The fallout from the UK referendum is continuing to create strife among the ranks of the European Medicines Agency (EMA), though a top EMA official told the DIA annual conference on Tuesday in Philadelphia that business at the agency will carry on as usual as negotiations continue.
Emer Cooke, head of international affairs at the EMA, said that the Brexit decision, which may cause the agency to leave London, “is a decision that affects a lot of the staff of the agency, personally and professionally.” She also expressed general shock over the vote, noting, “You sort of don’t believe it,” though she also stressed that it is “too early to say what’s going to happen,” and “we will continue with business as usual – no immediate changes apart from the emotional shock.”
“Our mission is to protect and promote public health,” she said, noting that the EMA will continue to ensure access to medicines across the EU. “We’re a strong agency, with strong leadership and motivated staff, and we will deliver on our core business.”
Cooke replaced the agency’s Executive Director Guido Rasi at the DIA conference and told attendees that Rasi is continuing to support EMA staff in London.
FDA Commissioner Robert Califf also spoke Tuesday alongside Cooke and said that despite the recent events in the UK, regulators need smooth and efficient systems to continue because of the global nature of the pharmaceutical and medical device industries.
The comments come as other experts have stressed the unexpectedness of the vote and the way that the EMA relies on the expertise of UK scientists and public health officials, and vice versa.
Sir Kent Woods, former EMA chairman of the board and former chief executive of the UK’s Medicines and Healthcare products Regulatory Agency (MHRA), who rallied against Brexit in May, told Focus via email, “The result was unexpected to most people and the necessary UK/EU negotiations at political level have not yet started - nor are they likely to until David Cameron's successor as Prime Minister has been chosen.”

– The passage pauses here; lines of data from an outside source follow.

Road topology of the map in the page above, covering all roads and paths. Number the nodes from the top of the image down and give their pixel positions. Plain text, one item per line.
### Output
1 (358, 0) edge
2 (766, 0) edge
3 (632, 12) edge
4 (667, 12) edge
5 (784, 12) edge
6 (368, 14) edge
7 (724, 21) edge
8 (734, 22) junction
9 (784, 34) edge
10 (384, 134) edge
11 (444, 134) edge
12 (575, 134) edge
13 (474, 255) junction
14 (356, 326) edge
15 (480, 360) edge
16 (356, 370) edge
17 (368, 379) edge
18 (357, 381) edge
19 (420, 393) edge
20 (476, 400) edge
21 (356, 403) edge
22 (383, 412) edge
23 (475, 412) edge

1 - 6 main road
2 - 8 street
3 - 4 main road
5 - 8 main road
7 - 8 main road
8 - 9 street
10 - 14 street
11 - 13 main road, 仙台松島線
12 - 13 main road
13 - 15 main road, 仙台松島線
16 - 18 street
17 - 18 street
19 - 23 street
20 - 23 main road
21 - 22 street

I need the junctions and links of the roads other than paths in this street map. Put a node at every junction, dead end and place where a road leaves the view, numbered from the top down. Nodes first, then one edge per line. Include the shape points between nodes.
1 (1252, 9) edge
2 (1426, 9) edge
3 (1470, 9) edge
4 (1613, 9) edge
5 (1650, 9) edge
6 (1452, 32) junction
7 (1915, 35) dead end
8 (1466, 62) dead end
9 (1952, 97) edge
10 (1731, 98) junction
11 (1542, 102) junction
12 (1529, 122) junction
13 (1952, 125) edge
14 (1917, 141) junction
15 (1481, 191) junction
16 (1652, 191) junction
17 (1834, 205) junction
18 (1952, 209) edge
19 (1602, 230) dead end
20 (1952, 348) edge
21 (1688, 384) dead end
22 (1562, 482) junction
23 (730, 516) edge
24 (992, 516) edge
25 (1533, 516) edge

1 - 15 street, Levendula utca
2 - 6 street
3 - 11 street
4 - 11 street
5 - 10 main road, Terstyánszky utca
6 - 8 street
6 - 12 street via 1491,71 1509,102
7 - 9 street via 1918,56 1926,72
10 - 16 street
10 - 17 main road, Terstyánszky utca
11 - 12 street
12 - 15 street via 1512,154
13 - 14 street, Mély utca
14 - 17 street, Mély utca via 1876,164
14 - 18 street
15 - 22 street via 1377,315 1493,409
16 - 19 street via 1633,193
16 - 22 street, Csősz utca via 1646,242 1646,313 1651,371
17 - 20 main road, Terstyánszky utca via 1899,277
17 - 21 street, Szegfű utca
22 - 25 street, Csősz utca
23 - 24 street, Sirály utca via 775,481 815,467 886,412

Woods also said, not on behalf of EMA or MHRA, that he believes there should be a focus on minimizing duplication and there could be opportunity for the UK to move its regulatory agenda forward more quickly.
“At the operational level, there has hitherto been close working between MHRA and EMA (and between MHRA and the other national regulatory agencies). The MHRA is the largest such agency in the EU and well placed to provide a national function though one would want to minimise duplication of effort wherever possible,” he told us. “Clinical trial authorisation is already a national rather than an EMA responsibility. Most marketing authorisations for generics are granted at national level via the Mutual Recognition procedure; the future of that remains to be determined.
“At the policy level, there is a large body of EU legislation underpinning all UK medicines and devices regulation which has either been transposed into UK law or (in the case of Regulations) has direct effect. Across the whole of government, it will be a large task to review that legislation in depth, but potentially it gives an opportunity to take the Better Regulation agenda forward faster than is possible through the EU institutions.”
And as Cooke told DIA conference attendees, Woods said the future negotiating positions of the EU and UK are not yet clear, which makes it difficult to understand how quickly the Brexit vote will have a direct impact on the two agencies.
“At this point the UK government has not yet initiated the treaty process (Article 50) for withdrawing from the EU,” Woods said. “We therefore have no knowledge of the future EU and UK negotiating positions, which will determine what might be retained of the present medicines and medical devices regulatory systems. It is probably not helpful to speculate on the details until the broad outlines have been drawn.”
Woods' caution echoes sentiments made by an EMA spokeswoman, who told us late last week: “Article 50 of the Treaty on the Functioning of the EU foresees the procedure to be followed in case a Member State notifies the European Council of its decision to withdraw from the Union. No country has ever decided to leave the EU, so there is no precedent for this situation.”